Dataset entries
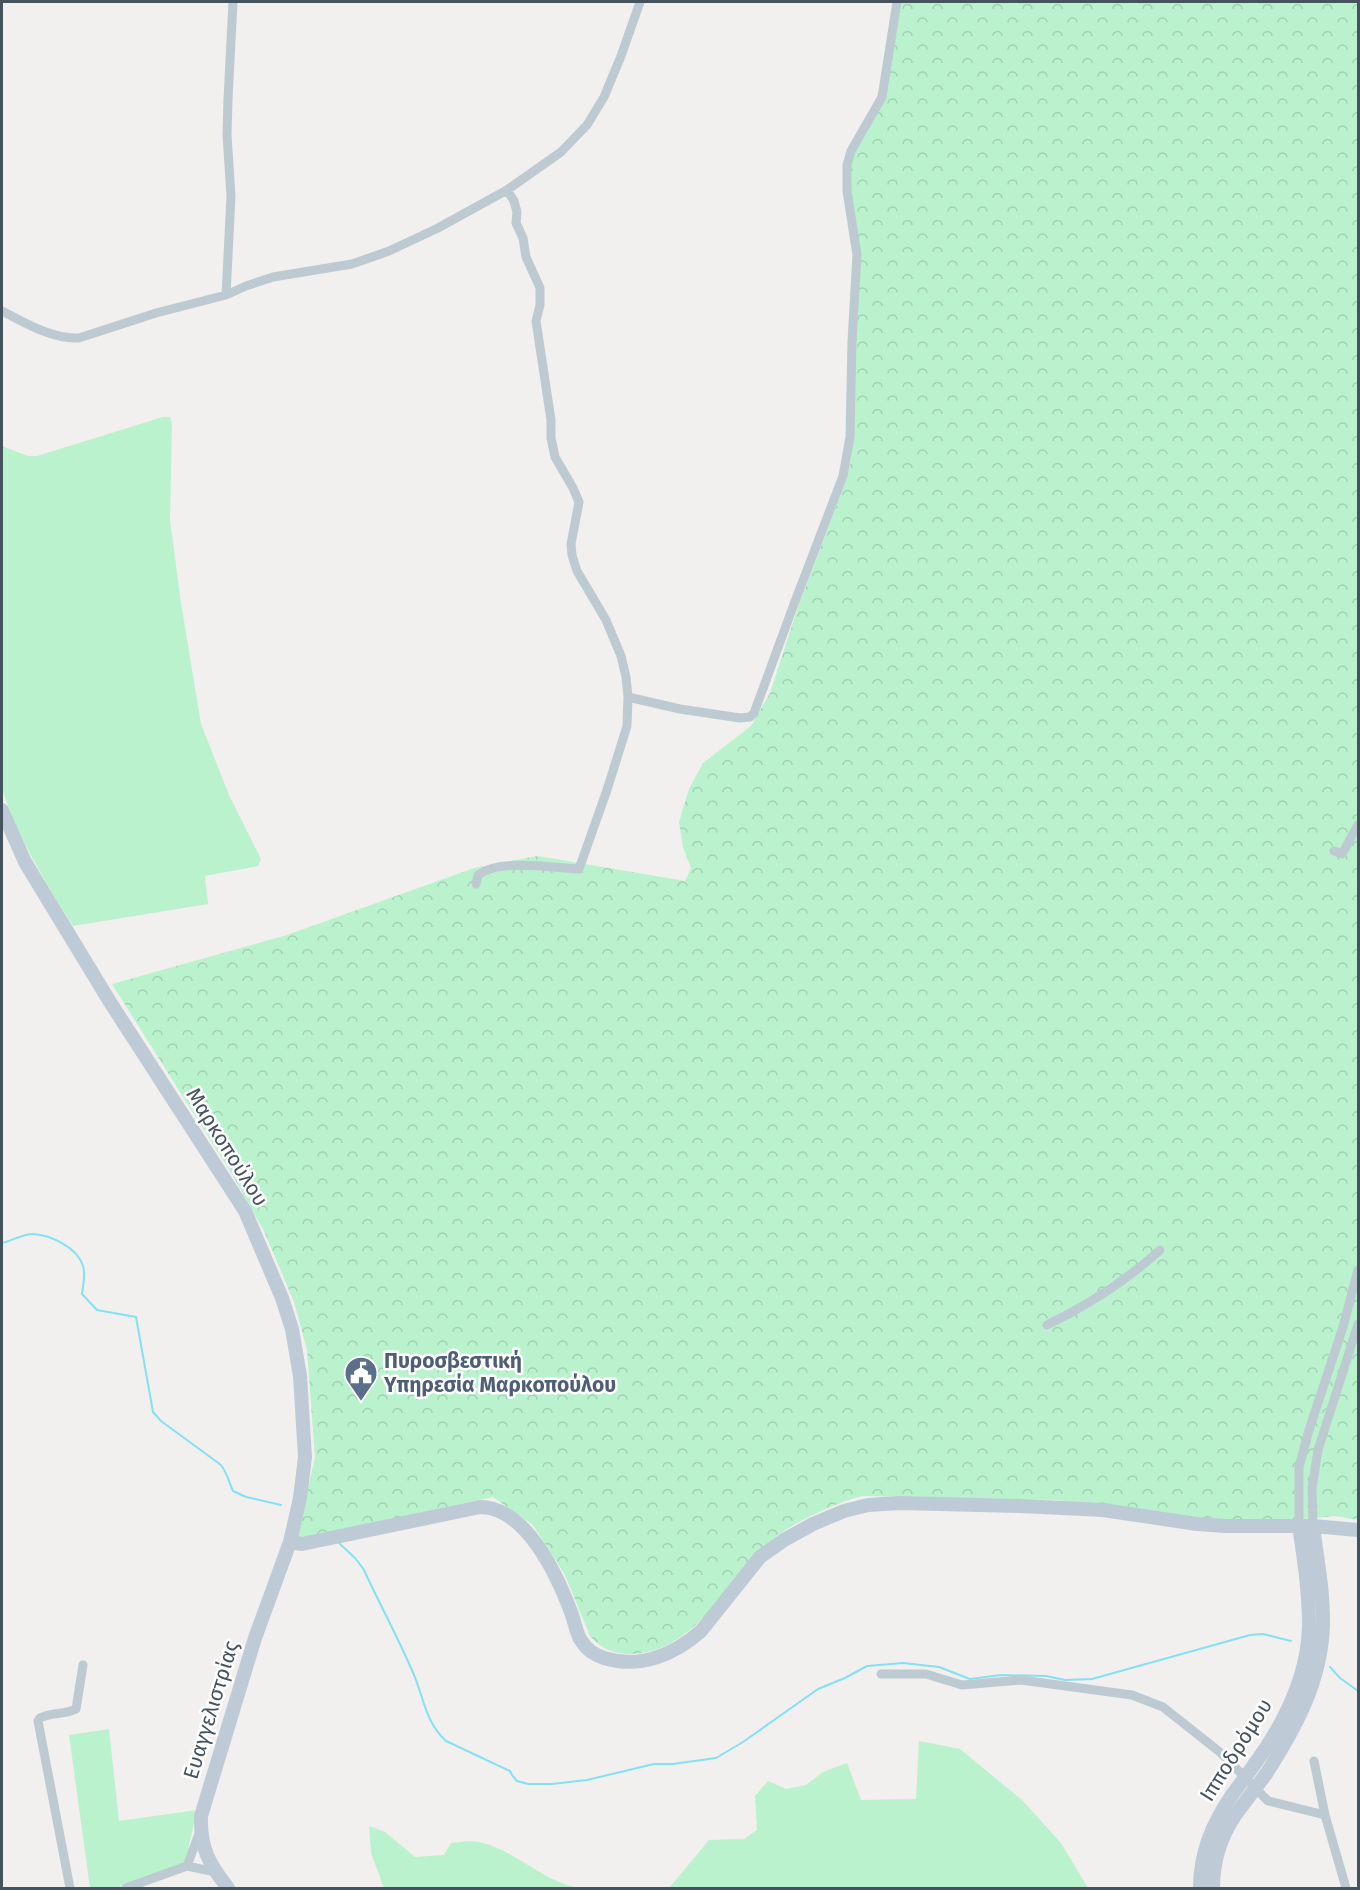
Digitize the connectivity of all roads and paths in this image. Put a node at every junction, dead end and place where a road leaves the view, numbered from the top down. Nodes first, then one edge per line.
1 (233, 2) edge
2 (640, 2) edge
3 (897, 2) edge
4 (507, 190) junction
5 (226, 295) junction
6 (2, 311) edge
7 (628, 698) junction
8 (2, 810) edge
9 (1359, 825) edge
10 (1334, 851) dead end
11 (476, 884) dead end
12 (1160, 1250) dead end
13 (1359, 1270) edge
14 (1359, 1324) edge
15 (1047, 1325) dead end
16 (1306, 1526) junction
17 (1359, 1530) edge
18 (290, 1542) junction
19 (83, 1665) dead end
20 (881, 1674) dead end
21 (1314, 1761) dead end
22 (1326, 1815) junction
23 (201, 1828) junction
24 (187, 1866) junction
25 (216, 1872) junction
26 (70, 1888) edge
27 (126, 1888) edge
28 (228, 1888) edge
29 (1200, 1888) edge
30 (1213, 1888) edge
31 (1346, 1888) edge

1 - 5 street
2 - 4 street
3 - 7 street
4 - 5 street
4 - 7 street
5 - 6 street
7 - 11 street
8 - 18 main road, Μαρκοπούλου
9 - 10 street
12 - 15 street
13 - 16 street
14 - 16 street
16 - 17 main road
16 - 18 main road
16 - 29 main road, Ιπποδρόμου, bridge
16 - 30 main road, Ιπποδρόμου, bridge
18 - 23 main road, Ευαγγελιστρίας
19 - 26 street
20 - 22 street
21 - 22 street
22 - 31 street
23 - 24 street
23 - 25 main road, Ευαγγελιστρίας
24 - 25 street
24 - 27 street
25 - 28 main road, Ευαγγελιστρίας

Assigned task: Only lines with the word "Ευαγγελιστρίας" are wanted; pull each of them from the records.

Completed task:
18 - 23 main road, Ευαγγελιστρίας
23 - 25 main road, Ευαγγελιστρίας
25 - 28 main road, Ευαγγελιστρίας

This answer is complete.